So that started with consumers, just everyday individuals getting involved and being able to leverage their own network, their personal networks. That's now graduated into figuring out how to get businesses to leverage their own networks.

Gardner: What is the problem we are talking about? Is this slavery? Is this breaking the law in terms of labor regulations? Tell me a bit about the panoply of issues that you embrace.

Dillon: Just for definition’s sake, we define slavery as anyone who is being forced to work without pay under threat of violence, being economically exploited and unable to walk away. There are over 30 million people who fall under that definition today. In some cases, these people find themselves in the sex industry, but in most cases, they're in informal sectors, agricultural or service industries, much of which is finding its way into supply chains.

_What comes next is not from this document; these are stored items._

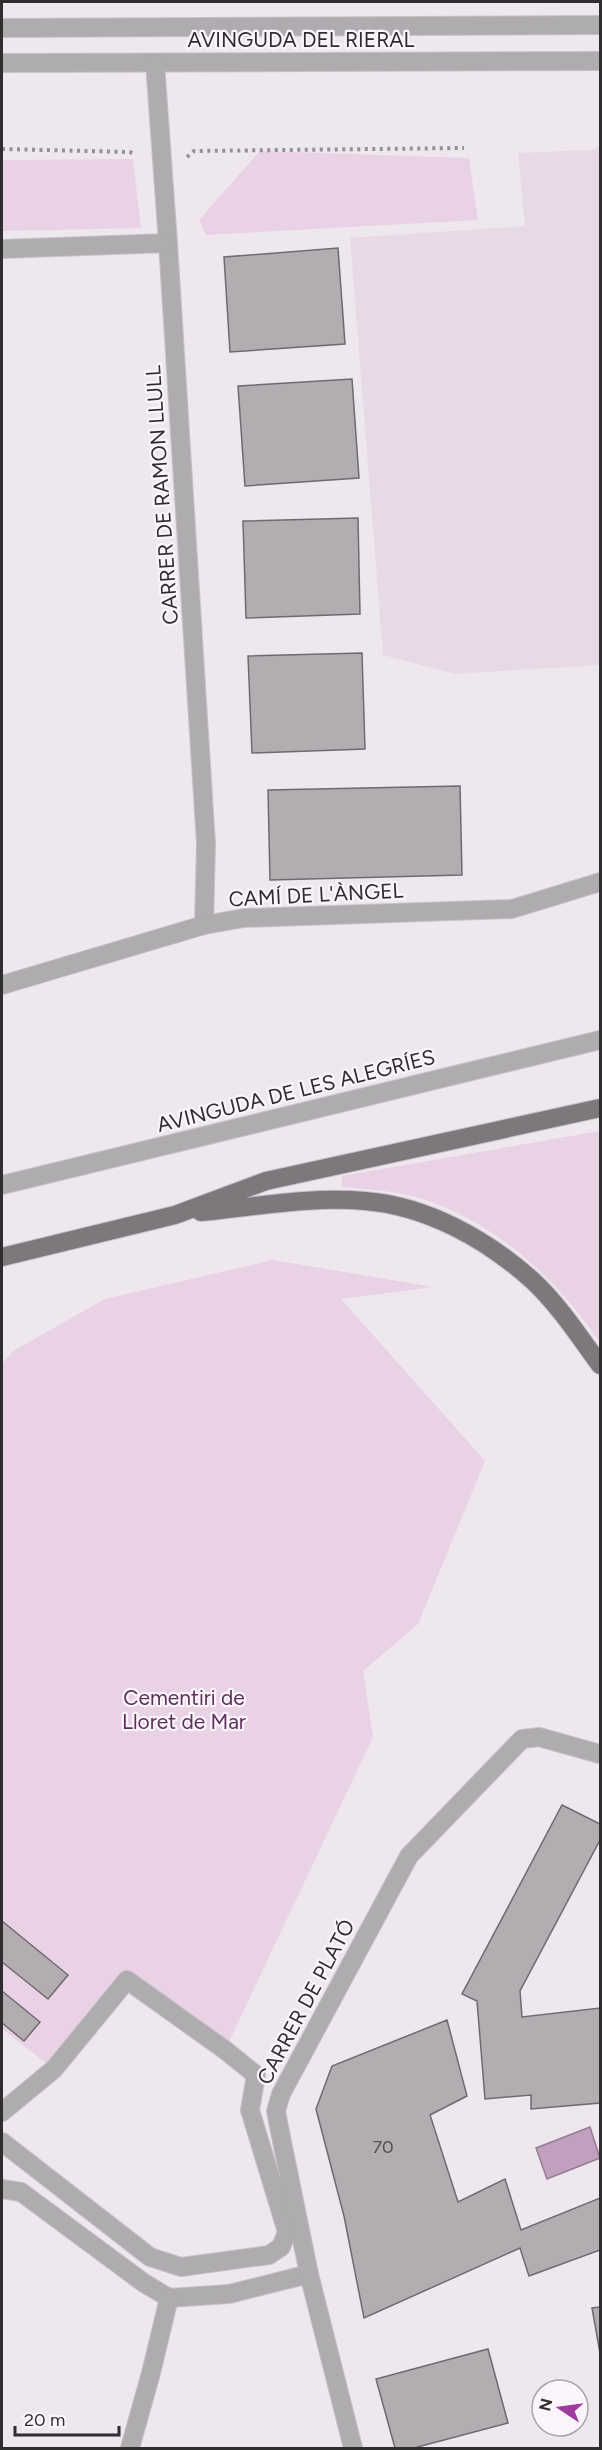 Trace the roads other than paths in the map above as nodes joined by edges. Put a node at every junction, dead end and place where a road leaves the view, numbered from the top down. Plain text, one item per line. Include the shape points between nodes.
1 (600, 26) edge
2 (2, 28) edge
3 (600, 61) edge
4 (2, 63) edge
5 (154, 63) junction
6 (168, 243) junction
7 (2, 249) edge
8 (600, 882) edge
9 (204, 925) junction
10 (2, 985) edge
11 (600, 1040) edge
12 (600, 1108) edge
13 (2, 1185) edge
14 (175, 1215) junction
15 (2, 1257) edge
16 (600, 1365) edge
17 (600, 1754) edge
18 (2, 2112) edge
19 (2, 2142) edge
20 (2, 2188) edge
21 (309, 2274) junction
22 (169, 2298) junction
23 (130, 2448) edge
24 (353, 2448) edge

1 - 2 street, AVINGUDA DEL RIERAL
3 - 5 street, AVINGUDA DEL RIERAL
4 - 5 street, AVINGUDA DEL RIERAL
5 - 6 street, CARRER DE RAMON LLULL
6 - 7 street
6 - 9 street, CARRER DE RAMON LLULL via 206,844
8 - 9 street, CAMÍ DE L'ÀNGEL via 512,909 259,916
9 - 10 street, CAMÍ DE L'ÀNGEL
11 - 13 street, AVINGUDA DE LES ALEGRÍES
12 - 14 main road via 266,1181
14 - 15 main road
14 - 16 main road via 313,1201 366,1201 417,1212 456,1227 495,1249 533,1281
17 - 21 street, CARRER DE PLATÓ via 539,1737 522,1739 409,1856 281,2094 276,2111
18 - 19 street via 54,2069 127,1980 256,2075 249,2110 287,2232 281,2247 269,2256 180,2267 150,2257
20 - 22 street via 21,2192
21 - 22 street via 229,2294
21 - 24 street, CARRER DE PLATÓ
22 - 23 street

Part of what we believe is that we have to find a way to be able to connect the dots and figure out how we can use the systems that currently exist to protect the world's most vulnerable resource.

Gardner: Justin, you've been working on this for 10 years, but Tim, why is this becoming such an important issue now for businesses?

Minahan: Over the past decade, as companies begin to outsource more processes and manufacturing and assembly to low-cost regions, they've really looked to drive the cost down. Unfortunately, what they haven't done is really take a look at their sub-tier supply chain.

Minahan
So they might have outsourced a process, but they didn't outsource accountability for the fact that there may be forced labor in their suppliers' suppliers. That's a real issue, getting that transparency into that problem, understanding whether there's a potential risk for the threat of forced labor in a sub-tier supply chain.

Gardner: How big of a problem is this in terms of scope, depth and prevalence? Is this something that happens from time to time in rare instances or is this perhaps something that's quite a bit more common than most people think?

Minahan: Dana, this is far more pervasive than most people think. Slavery really has no boundaries. There are incidences of forced labor in all industries, from conflict minerals in the Congo to fishing in Malaysia to, unfortunately, migrant workers right here in the United States.

Gardner: Justin, any additional depth that you can add to how this manifests itself and how common it really is?

Palm oil problem

Dillon: It's really not a problem that “exists over there." Just one statistic alone: by 2020, half of all the products you can purchase in a grocery store will have a commodity, palm oil, which has a huge incidence of forced labor, particularly around the Malaysia region and Indonesia.

This small commodity, mostly because it's so easy to pick and harvest, is now finding its way into a myriad of products -- and that's just in agriculture.

Gardner: Why should companies be concerned? Isn’t that someone else's issue, if it’s below the level of their reach?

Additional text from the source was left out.